[Exercise directions] All the data should be repeated exactly. Any image in it is left out.

[Records to process]
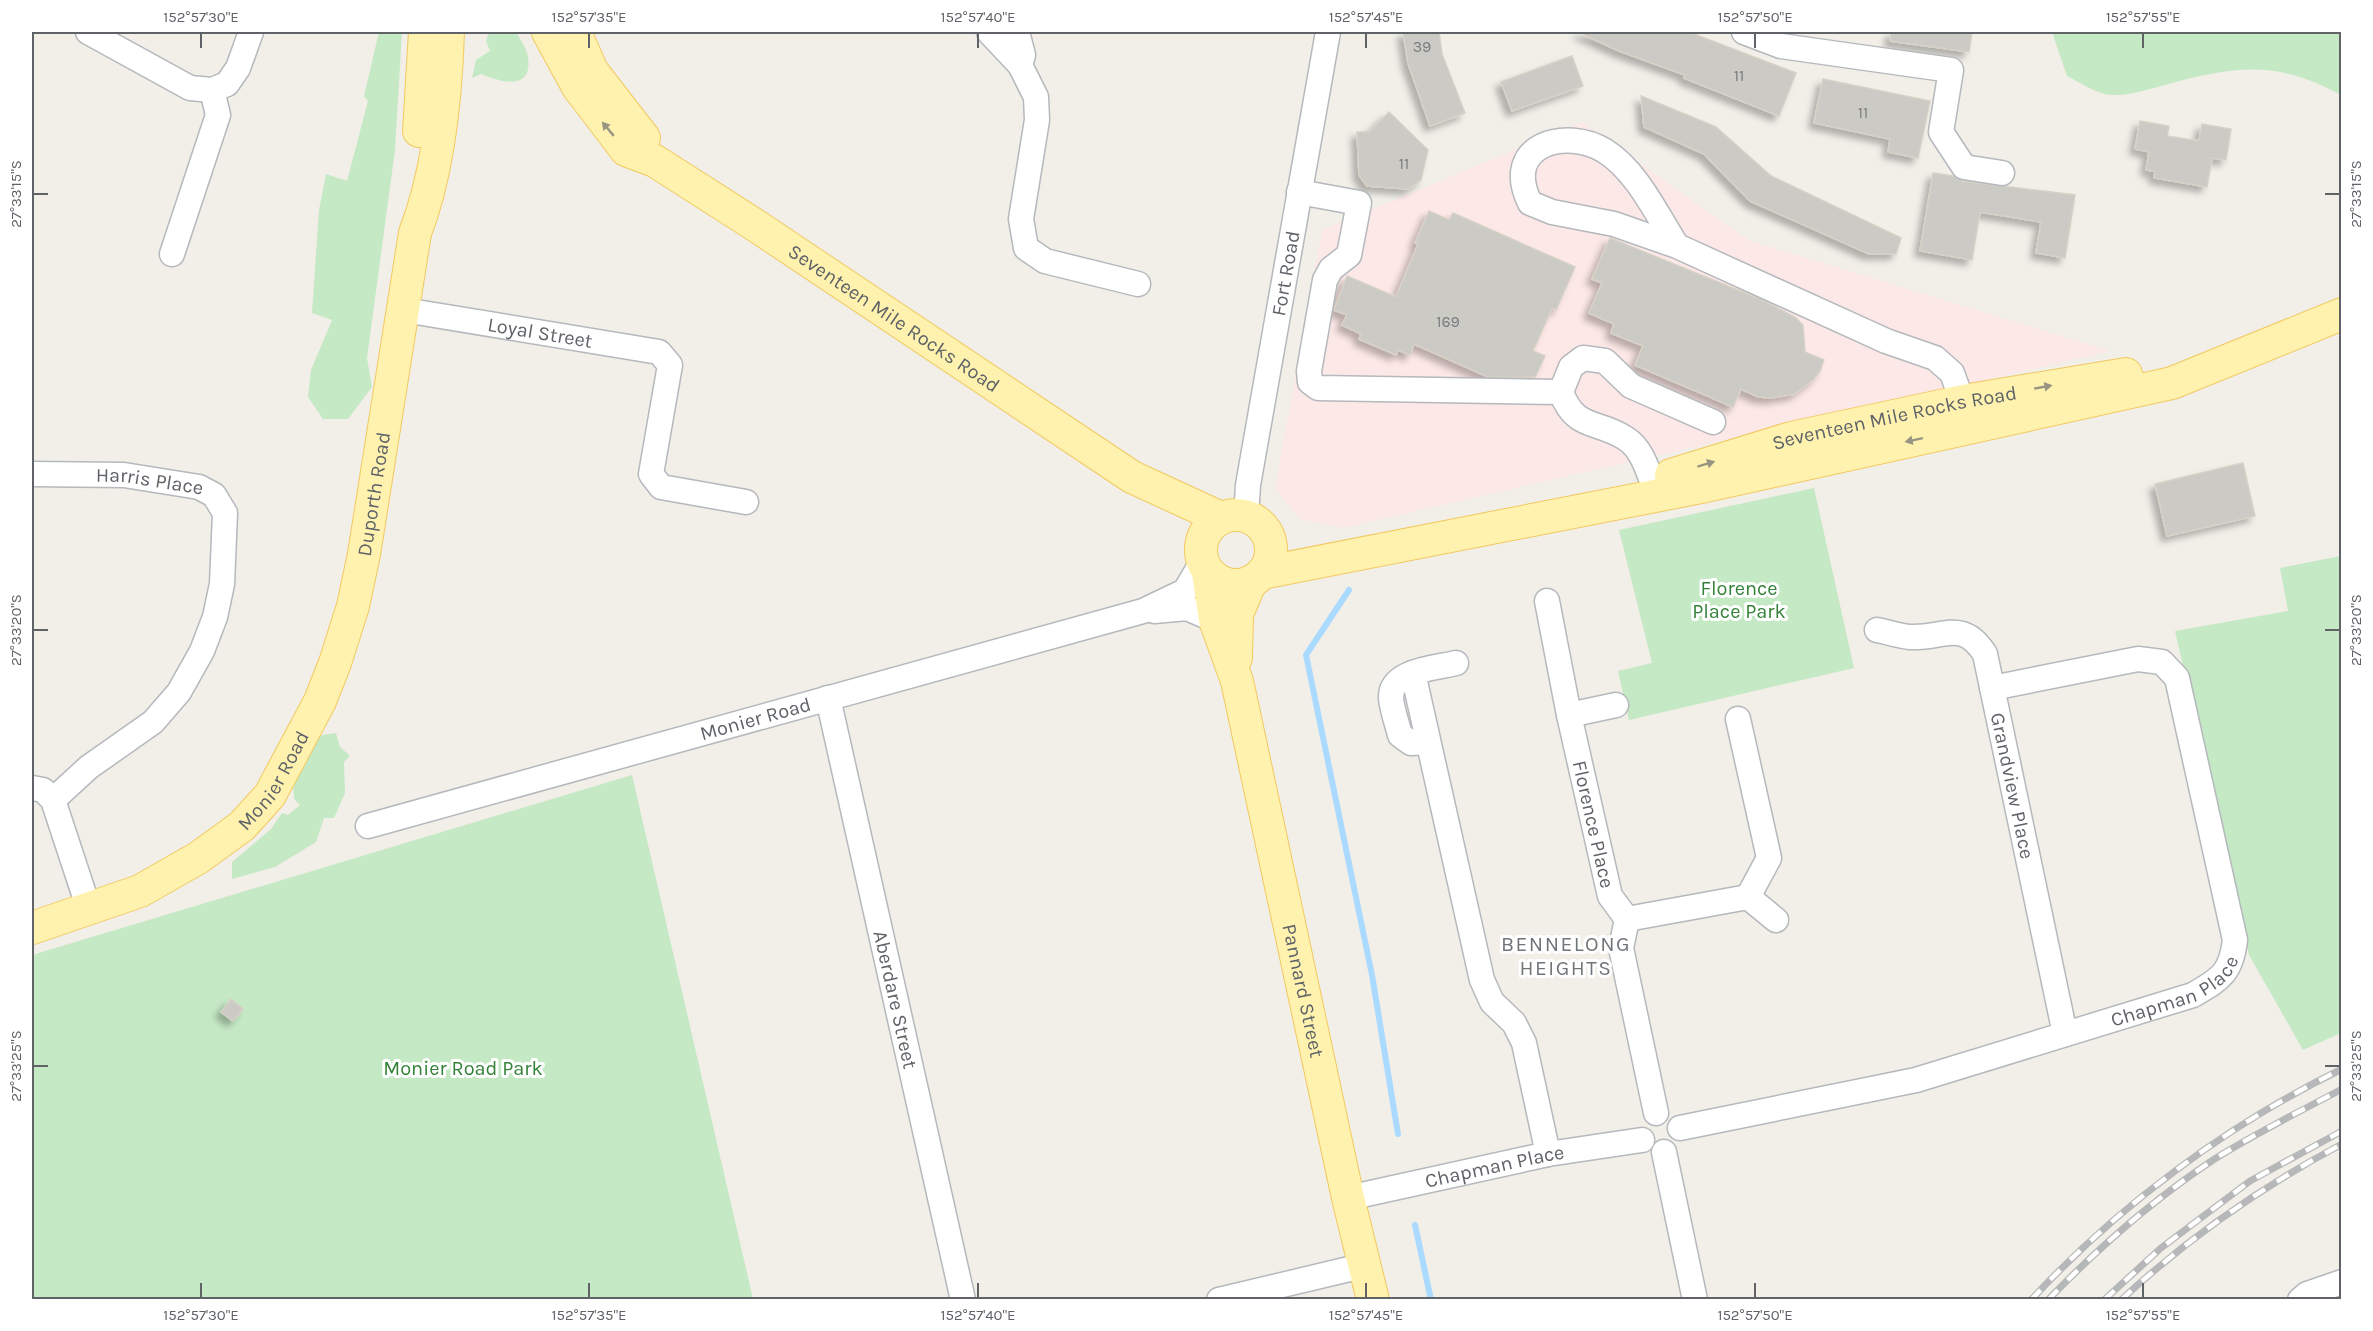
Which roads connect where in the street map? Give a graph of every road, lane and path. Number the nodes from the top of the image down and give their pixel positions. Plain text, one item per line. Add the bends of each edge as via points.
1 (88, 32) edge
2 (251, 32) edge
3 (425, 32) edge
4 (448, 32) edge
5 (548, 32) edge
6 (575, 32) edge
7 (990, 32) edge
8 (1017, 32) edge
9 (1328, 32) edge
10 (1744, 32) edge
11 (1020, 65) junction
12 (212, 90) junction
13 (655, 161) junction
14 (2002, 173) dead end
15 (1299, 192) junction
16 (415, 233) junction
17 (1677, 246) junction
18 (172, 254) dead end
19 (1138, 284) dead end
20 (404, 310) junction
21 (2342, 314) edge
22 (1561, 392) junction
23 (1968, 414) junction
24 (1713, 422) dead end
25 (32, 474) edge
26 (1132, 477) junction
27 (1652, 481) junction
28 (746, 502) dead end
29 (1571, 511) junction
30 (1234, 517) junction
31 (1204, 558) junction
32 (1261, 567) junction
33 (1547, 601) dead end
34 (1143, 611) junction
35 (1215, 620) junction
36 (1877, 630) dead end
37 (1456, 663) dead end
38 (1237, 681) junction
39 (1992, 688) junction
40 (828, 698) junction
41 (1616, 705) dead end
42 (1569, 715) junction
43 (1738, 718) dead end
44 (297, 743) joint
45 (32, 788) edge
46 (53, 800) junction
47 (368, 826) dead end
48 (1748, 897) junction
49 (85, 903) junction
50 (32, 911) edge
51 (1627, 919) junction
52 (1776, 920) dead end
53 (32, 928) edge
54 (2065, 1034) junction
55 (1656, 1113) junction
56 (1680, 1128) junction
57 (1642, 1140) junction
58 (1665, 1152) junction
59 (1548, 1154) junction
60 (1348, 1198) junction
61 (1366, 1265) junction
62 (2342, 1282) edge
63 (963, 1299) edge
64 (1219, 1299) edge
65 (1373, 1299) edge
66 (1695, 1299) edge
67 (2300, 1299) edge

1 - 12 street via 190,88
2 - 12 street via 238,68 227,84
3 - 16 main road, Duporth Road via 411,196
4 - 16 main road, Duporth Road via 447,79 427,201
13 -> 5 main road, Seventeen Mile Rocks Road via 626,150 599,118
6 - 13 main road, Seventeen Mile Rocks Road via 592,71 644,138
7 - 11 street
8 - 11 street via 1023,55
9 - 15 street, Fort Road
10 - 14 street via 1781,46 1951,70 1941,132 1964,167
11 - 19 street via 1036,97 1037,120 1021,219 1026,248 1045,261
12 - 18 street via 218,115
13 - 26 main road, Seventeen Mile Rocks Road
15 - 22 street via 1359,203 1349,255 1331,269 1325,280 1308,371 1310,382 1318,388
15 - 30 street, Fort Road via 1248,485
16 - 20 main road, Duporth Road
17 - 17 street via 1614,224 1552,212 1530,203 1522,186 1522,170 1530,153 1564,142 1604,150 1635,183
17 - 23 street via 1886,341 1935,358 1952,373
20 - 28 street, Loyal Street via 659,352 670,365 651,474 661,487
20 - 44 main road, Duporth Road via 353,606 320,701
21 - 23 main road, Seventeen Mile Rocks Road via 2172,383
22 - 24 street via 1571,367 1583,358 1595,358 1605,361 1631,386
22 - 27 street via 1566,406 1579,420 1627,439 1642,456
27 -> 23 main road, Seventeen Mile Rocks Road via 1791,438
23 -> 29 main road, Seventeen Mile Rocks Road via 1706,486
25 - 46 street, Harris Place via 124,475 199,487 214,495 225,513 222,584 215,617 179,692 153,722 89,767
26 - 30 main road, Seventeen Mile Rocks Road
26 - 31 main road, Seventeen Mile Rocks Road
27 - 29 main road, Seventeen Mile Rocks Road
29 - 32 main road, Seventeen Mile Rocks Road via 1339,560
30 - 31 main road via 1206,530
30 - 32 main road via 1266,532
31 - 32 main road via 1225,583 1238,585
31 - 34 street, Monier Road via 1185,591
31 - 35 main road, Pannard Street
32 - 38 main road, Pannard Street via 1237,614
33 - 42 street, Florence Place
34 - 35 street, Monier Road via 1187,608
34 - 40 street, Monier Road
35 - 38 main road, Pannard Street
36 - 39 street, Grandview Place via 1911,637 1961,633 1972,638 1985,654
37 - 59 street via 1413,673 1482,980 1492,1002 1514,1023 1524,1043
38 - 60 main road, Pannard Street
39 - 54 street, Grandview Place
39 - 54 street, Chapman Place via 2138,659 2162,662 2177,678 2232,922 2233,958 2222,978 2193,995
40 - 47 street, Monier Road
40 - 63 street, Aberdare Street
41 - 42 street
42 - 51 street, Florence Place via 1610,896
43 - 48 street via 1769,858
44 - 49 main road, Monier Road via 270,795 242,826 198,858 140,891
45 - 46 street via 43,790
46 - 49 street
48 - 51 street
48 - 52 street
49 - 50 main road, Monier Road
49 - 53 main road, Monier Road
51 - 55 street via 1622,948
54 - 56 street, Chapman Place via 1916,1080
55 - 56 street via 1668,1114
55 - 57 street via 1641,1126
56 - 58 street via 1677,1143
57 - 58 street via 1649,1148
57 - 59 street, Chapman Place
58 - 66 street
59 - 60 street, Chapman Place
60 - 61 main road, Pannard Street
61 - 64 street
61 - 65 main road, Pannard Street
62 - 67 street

[Output for this task]
Which roads connect where in the street map? Give a graph of every road, lane and path. Number the nodes from the top of the image down and give their pixel positions. Plain text, one item per line. Add the bends of each edge as via points.
1 (88, 32) edge
2 (251, 32) edge
3 (425, 32) edge
4 (448, 32) edge
5 (548, 32) edge
6 (575, 32) edge
7 (990, 32) edge
8 (1017, 32) edge
9 (1328, 32) edge
10 (1744, 32) edge
11 (1020, 65) junction
12 (212, 90) junction
13 (655, 161) junction
14 (2002, 173) dead end
15 (1299, 192) junction
16 (415, 233) junction
17 (1677, 246) junction
18 (172, 254) dead end
19 (1138, 284) dead end
20 (404, 310) junction
21 (2342, 314) edge
22 (1561, 392) junction
23 (1968, 414) junction
24 (1713, 422) dead end
25 (32, 474) edge
26 (1132, 477) junction
27 (1652, 481) junction
28 (746, 502) dead end
29 (1571, 511) junction
30 (1234, 517) junction
31 (1204, 558) junction
32 (1261, 567) junction
33 (1547, 601) dead end
34 (1143, 611) junction
35 (1215, 620) junction
36 (1877, 630) dead end
37 (1456, 663) dead end
38 (1237, 681) junction
39 (1992, 688) junction
40 (828, 698) junction
41 (1616, 705) dead end
42 (1569, 715) junction
43 (1738, 718) dead end
44 (297, 743) joint
45 (32, 788) edge
46 (53, 800) junction
47 (368, 826) dead end
48 (1748, 897) junction
49 (85, 903) junction
50 (32, 911) edge
51 (1627, 919) junction
52 (1776, 920) dead end
53 (32, 928) edge
54 (2065, 1034) junction
55 (1656, 1113) junction
56 (1680, 1128) junction
57 (1642, 1140) junction
58 (1665, 1152) junction
59 (1548, 1154) junction
60 (1348, 1198) junction
61 (1366, 1265) junction
62 (2342, 1282) edge
63 (963, 1299) edge
64 (1219, 1299) edge
65 (1373, 1299) edge
66 (1695, 1299) edge
67 (2300, 1299) edge

1 - 12 street via 190,88
2 - 12 street via 238,68 227,84
3 - 16 main road, Duporth Road via 411,196
4 - 16 main road, Duporth Road via 447,79 427,201
13 -> 5 main road, Seventeen Mile Rocks Road via 626,150 599,118
6 - 13 main road, Seventeen Mile Rocks Road via 592,71 644,138
7 - 11 street
8 - 11 street via 1023,55
9 - 15 street, Fort Road
10 - 14 street via 1781,46 1951,70 1941,132 1964,167
11 - 19 street via 1036,97 1037,120 1021,219 1026,248 1045,261
12 - 18 street via 218,115
13 - 26 main road, Seventeen Mile Rocks Road
15 - 22 street via 1359,203 1349,255 1331,269 1325,280 1308,371 1310,382 1318,388
15 - 30 street, Fort Road via 1248,485
16 - 20 main road, Duporth Road
17 - 17 street via 1614,224 1552,212 1530,203 1522,186 1522,170 1530,153 1564,142 1604,150 1635,183
17 - 23 street via 1886,341 1935,358 1952,373
20 - 28 street, Loyal Street via 659,352 670,365 651,474 661,487
20 - 44 main road, Duporth Road via 353,606 320,701
21 - 23 main road, Seventeen Mile Rocks Road via 2172,383
22 - 24 street via 1571,367 1583,358 1595,358 1605,361 1631,386
22 - 27 street via 1566,406 1579,420 1627,439 1642,456
27 -> 23 main road, Seventeen Mile Rocks Road via 1791,438
23 -> 29 main road, Seventeen Mile Rocks Road via 1706,486
25 - 46 street, Harris Place via 124,475 199,487 214,495 225,513 222,584 215,617 179,692 153,722 89,767
26 - 30 main road, Seventeen Mile Rocks Road
26 - 31 main road, Seventeen Mile Rocks Road
27 - 29 main road, Seventeen Mile Rocks Road
29 - 32 main road, Seventeen Mile Rocks Road via 1339,560
30 - 31 main road via 1206,530
30 - 32 main road via 1266,532
31 - 32 main road via 1225,583 1238,585
31 - 34 street, Monier Road via 1185,591
31 - 35 main road, Pannard Street
32 - 38 main road, Pannard Street via 1237,614
33 - 42 street, Florence Place
34 - 35 street, Monier Road via 1187,608
34 - 40 street, Monier Road
35 - 38 main road, Pannard Street
36 - 39 street, Grandview Place via 1911,637 1961,633 1972,638 1985,654
37 - 59 street via 1413,673 1482,980 1492,1002 1514,1023 1524,1043
38 - 60 main road, Pannard Street
39 - 54 street, Grandview Place
39 - 54 street, Chapman Place via 2138,659 2162,662 2177,678 2232,922 2233,958 2222,978 2193,995
40 - 47 street, Monier Road
40 - 63 street, Aberdare Street
41 - 42 street
42 - 51 street, Florence Place via 1610,896
43 - 48 street via 1769,858
44 - 49 main road, Monier Road via 270,795 242,826 198,858 140,891
45 - 46 street via 43,790
46 - 49 street
48 - 51 street
48 - 52 street
49 - 50 main road, Monier Road
49 - 53 main road, Monier Road
51 - 55 street via 1622,948
54 - 56 street, Chapman Place via 1916,1080
55 - 56 street via 1668,1114
55 - 57 street via 1641,1126
56 - 58 street via 1677,1143
57 - 58 street via 1649,1148
57 - 59 street, Chapman Place
58 - 66 street
59 - 60 street, Chapman Place
60 - 61 main road, Pannard Street
61 - 64 street
61 - 65 main road, Pannard Street
62 - 67 street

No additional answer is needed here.